What You Should Know About Modern Business Simulations



- The cost of simulations for leadership development or business acumen has come down substantially
- The time to develop these tools is far less than it was before
- Today’s workforce requires and demands applicable, challenging, and engaging training
- Business Simulations are not as broad as they used to be
- Getting started utilizing business simulations is a lot easier than it used to be

Like all technology, business simulations have come a long way in the past few years. The tools to develop these solutions are more robust, more mature, and easier to utilize. As a result, creating leadership development simulations is far easier and quicker than it used to be. Many people took a look a few years ago and discounted them due to a) their cost, b) their applicability, or c) both.

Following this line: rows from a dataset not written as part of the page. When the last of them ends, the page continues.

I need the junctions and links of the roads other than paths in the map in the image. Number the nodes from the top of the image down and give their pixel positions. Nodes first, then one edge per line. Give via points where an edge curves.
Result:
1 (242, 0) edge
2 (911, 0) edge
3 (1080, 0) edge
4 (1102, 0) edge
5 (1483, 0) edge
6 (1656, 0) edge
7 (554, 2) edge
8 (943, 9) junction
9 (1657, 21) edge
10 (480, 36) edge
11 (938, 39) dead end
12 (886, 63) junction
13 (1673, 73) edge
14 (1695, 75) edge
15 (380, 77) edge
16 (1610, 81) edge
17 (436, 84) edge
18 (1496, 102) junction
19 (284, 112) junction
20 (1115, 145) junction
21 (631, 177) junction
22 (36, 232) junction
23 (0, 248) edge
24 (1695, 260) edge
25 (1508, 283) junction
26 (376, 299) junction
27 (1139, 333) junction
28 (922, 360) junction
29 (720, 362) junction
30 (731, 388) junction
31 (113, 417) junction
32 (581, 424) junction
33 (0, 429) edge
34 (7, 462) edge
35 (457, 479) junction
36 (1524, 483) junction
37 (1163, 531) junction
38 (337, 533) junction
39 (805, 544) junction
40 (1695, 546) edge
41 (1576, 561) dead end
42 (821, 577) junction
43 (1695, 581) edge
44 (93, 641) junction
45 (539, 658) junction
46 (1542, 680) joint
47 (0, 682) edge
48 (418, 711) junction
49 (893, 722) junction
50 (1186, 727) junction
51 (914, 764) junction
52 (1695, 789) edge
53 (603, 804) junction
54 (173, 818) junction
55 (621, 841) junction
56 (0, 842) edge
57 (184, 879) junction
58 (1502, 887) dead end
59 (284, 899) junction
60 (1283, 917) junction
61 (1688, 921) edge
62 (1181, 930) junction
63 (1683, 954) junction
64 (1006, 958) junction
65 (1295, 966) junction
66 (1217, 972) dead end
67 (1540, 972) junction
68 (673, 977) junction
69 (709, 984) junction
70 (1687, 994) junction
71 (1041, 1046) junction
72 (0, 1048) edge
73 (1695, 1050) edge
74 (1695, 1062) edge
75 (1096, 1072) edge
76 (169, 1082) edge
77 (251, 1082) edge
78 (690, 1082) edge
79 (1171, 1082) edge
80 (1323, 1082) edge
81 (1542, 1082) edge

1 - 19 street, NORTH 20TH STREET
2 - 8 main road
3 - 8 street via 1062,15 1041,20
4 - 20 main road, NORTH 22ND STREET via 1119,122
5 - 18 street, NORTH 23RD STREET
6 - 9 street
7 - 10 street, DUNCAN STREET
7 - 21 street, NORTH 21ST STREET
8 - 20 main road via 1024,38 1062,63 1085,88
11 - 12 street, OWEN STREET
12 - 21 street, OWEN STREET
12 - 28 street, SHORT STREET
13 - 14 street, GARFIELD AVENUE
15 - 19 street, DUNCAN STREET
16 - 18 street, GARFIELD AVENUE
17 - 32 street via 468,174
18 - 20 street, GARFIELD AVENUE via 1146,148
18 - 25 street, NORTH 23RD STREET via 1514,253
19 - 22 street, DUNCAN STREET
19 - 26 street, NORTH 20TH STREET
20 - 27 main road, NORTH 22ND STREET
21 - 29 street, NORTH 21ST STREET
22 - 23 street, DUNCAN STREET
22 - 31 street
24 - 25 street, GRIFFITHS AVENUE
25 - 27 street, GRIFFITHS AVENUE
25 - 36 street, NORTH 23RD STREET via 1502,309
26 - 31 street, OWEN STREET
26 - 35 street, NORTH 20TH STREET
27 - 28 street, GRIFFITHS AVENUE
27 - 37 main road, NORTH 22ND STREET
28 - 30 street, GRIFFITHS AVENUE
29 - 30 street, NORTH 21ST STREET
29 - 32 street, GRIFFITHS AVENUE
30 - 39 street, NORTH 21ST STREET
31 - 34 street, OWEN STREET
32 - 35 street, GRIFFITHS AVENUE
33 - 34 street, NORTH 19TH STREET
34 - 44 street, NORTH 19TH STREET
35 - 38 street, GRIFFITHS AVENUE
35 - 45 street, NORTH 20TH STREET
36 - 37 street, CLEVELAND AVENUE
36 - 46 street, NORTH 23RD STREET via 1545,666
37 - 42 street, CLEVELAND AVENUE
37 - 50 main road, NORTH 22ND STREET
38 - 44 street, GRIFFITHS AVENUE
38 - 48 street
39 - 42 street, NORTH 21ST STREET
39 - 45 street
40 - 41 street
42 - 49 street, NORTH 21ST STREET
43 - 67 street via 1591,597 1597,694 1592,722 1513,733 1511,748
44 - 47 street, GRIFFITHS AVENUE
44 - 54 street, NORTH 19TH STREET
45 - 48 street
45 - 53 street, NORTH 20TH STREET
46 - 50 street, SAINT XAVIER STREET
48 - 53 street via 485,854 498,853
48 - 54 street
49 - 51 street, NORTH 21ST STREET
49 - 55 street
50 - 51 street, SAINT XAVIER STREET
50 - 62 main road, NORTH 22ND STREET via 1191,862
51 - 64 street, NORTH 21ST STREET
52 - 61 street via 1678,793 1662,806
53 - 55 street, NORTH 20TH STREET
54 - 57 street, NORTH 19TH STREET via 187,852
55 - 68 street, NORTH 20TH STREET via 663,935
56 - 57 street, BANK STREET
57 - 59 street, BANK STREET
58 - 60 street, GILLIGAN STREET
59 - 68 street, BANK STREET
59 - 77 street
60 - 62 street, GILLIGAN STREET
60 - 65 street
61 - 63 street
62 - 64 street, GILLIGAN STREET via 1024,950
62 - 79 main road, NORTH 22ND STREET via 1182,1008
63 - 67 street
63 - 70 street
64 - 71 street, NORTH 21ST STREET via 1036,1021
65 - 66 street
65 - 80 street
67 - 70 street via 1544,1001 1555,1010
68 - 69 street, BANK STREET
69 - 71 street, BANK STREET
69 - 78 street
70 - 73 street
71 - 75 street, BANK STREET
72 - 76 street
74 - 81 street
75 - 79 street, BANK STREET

It might be time to take another look. In William Hall’s book titled, “Shift: Using Business Simulations and Serious Games”, he outlines easy ways to get started that might take little or no money. Mr. Hall outlines the idea of starting small, simple, and even outlines using paper based solutions as an effective tool to engage today’s learners. It’s worth taking a look (at $3.99), it’s a no brainer. (side note: we’re told its free to download from Amazon on Sept 13 and 20, 2015.

Sometimes, you just got to do some research and now might be the time. The book is available on Amazon here.

What The Heck is a Business Simulation Anyway?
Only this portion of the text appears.